Stored items
>>
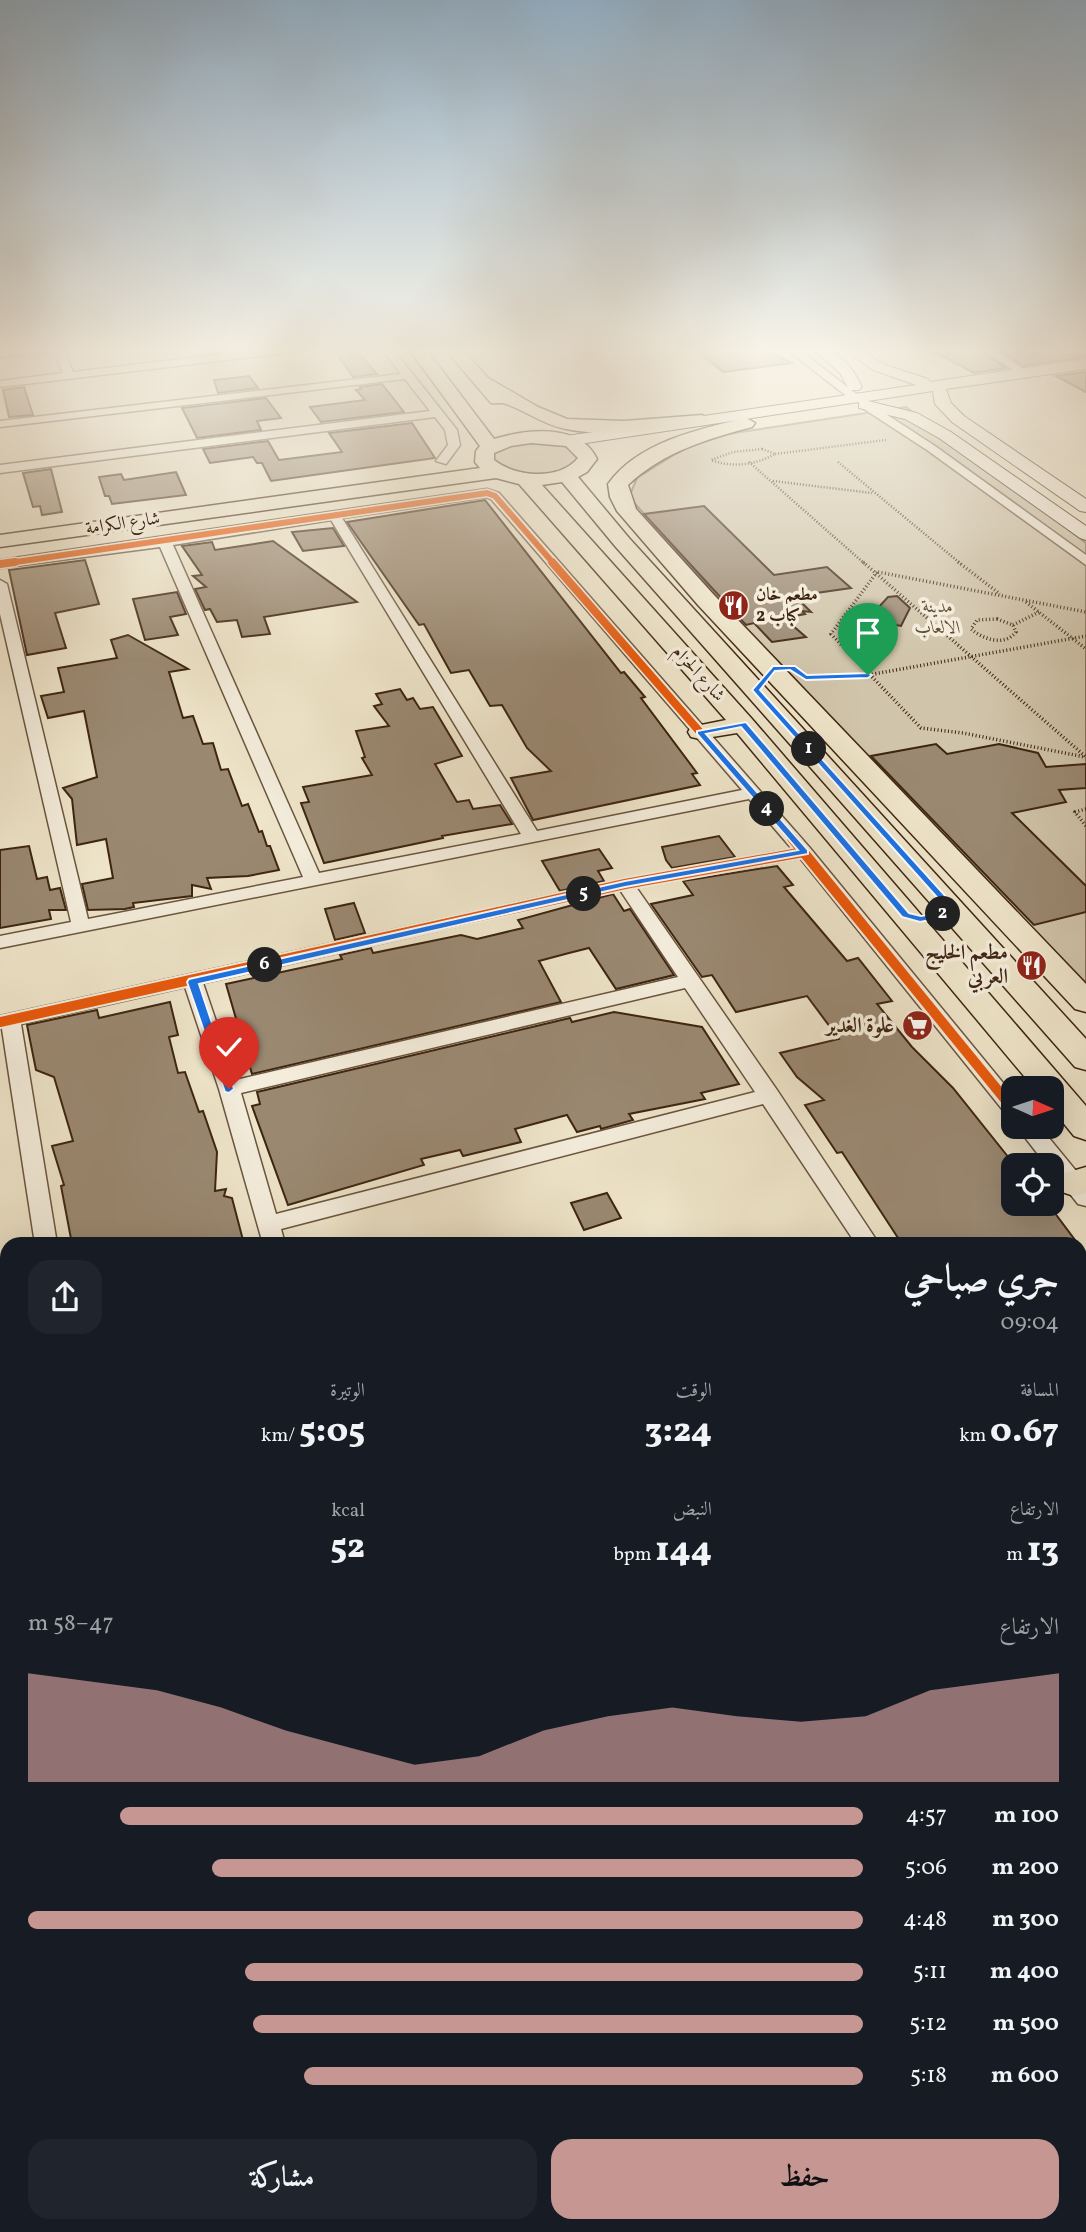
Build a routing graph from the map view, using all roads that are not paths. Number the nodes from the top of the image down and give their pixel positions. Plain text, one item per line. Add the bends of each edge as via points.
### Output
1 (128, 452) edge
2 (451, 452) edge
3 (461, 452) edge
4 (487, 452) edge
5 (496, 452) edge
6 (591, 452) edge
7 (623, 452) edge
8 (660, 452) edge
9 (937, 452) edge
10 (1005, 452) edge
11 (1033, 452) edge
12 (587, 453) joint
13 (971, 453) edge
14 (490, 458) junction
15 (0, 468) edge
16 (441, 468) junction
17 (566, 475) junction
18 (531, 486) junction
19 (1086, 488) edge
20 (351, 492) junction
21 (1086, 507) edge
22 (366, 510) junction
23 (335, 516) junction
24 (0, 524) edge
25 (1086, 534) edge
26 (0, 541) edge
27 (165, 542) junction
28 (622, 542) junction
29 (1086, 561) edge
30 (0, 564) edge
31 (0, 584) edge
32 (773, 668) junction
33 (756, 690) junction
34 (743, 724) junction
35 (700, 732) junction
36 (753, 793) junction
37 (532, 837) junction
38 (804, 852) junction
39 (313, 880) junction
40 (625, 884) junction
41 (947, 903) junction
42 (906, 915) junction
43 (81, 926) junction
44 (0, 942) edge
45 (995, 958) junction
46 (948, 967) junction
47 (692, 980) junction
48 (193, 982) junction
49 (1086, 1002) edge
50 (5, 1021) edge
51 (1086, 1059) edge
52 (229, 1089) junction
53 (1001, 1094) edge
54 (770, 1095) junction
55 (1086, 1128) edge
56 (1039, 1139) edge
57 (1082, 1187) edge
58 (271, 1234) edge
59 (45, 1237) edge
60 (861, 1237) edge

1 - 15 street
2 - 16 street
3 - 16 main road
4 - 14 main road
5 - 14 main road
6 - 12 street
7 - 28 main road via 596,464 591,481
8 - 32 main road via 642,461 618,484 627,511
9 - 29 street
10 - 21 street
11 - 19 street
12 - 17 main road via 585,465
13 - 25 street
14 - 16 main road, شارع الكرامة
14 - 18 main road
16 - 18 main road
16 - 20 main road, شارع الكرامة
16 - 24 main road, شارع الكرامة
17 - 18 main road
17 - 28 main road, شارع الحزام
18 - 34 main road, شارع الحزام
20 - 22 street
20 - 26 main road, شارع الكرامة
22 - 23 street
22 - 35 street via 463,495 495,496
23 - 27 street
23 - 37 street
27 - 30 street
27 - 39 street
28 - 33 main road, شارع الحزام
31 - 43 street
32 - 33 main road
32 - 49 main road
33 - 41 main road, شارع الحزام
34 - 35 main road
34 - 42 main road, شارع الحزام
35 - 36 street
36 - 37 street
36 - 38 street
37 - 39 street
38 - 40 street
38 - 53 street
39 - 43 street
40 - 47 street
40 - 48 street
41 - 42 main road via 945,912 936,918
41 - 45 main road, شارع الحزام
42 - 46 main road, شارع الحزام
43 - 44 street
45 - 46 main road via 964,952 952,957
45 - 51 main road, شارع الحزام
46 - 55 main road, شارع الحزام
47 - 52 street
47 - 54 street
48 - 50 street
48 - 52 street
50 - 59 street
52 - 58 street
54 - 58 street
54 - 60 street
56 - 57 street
<<
Activity
Please give all of the data again, exact and free of pictures.

Task response
Build a routing graph from the map view, using all roads that are not paths. Number the nodes from the top of the image down and give their pixel positions. Plain text, one item per line. Add the bends of each edge as via points.
### Output
1 (128, 452) edge
2 (451, 452) edge
3 (461, 452) edge
4 (487, 452) edge
5 (496, 452) edge
6 (591, 452) edge
7 (623, 452) edge
8 (660, 452) edge
9 (937, 452) edge
10 (1005, 452) edge
11 (1033, 452) edge
12 (587, 453) joint
13 (971, 453) edge
14 (490, 458) junction
15 (0, 468) edge
16 (441, 468) junction
17 (566, 475) junction
18 (531, 486) junction
19 (1086, 488) edge
20 (351, 492) junction
21 (1086, 507) edge
22 (366, 510) junction
23 (335, 516) junction
24 (0, 524) edge
25 (1086, 534) edge
26 (0, 541) edge
27 (165, 542) junction
28 (622, 542) junction
29 (1086, 561) edge
30 (0, 564) edge
31 (0, 584) edge
32 (773, 668) junction
33 (756, 690) junction
34 (743, 724) junction
35 (700, 732) junction
36 (753, 793) junction
37 (532, 837) junction
38 (804, 852) junction
39 (313, 880) junction
40 (625, 884) junction
41 (947, 903) junction
42 (906, 915) junction
43 (81, 926) junction
44 (0, 942) edge
45 (995, 958) junction
46 (948, 967) junction
47 (692, 980) junction
48 (193, 982) junction
49 (1086, 1002) edge
50 (5, 1021) edge
51 (1086, 1059) edge
52 (229, 1089) junction
53 (1001, 1094) edge
54 (770, 1095) junction
55 (1086, 1128) edge
56 (1039, 1139) edge
57 (1082, 1187) edge
58 (271, 1234) edge
59 (45, 1237) edge
60 (861, 1237) edge

1 - 15 street
2 - 16 street
3 - 16 main road
4 - 14 main road
5 - 14 main road
6 - 12 street
7 - 28 main road via 596,464 591,481
8 - 32 main road via 642,461 618,484 627,511
9 - 29 street
10 - 21 street
11 - 19 street
12 - 17 main road via 585,465
13 - 25 street
14 - 16 main road, شارع الكرامة
14 - 18 main road
16 - 18 main road
16 - 20 main road, شارع الكرامة
16 - 24 main road, شارع الكرامة
17 - 18 main road
17 - 28 main road, شارع الحزام
18 - 34 main road, شارع الحزام
20 - 22 street
20 - 26 main road, شارع الكرامة
22 - 23 street
22 - 35 street via 463,495 495,496
23 - 27 street
23 - 37 street
27 - 30 street
27 - 39 street
28 - 33 main road, شارع الحزام
31 - 43 street
32 - 33 main road
32 - 49 main road
33 - 41 main road, شارع الحزام
34 - 35 main road
34 - 42 main road, شارع الحزام
35 - 36 street
36 - 37 street
36 - 38 street
37 - 39 street
38 - 40 street
38 - 53 street
39 - 43 street
40 - 47 street
40 - 48 street
41 - 42 main road via 945,912 936,918
41 - 45 main road, شارع الحزام
42 - 46 main road, شارع الحزام
43 - 44 street
45 - 46 main road via 964,952 952,957
45 - 51 main road, شارع الحزام
46 - 55 main road, شارع الحزام
47 - 52 street
47 - 54 street
48 - 50 street
48 - 52 street
50 - 59 street
52 - 58 street
54 - 58 street
54 - 60 street
56 - 57 street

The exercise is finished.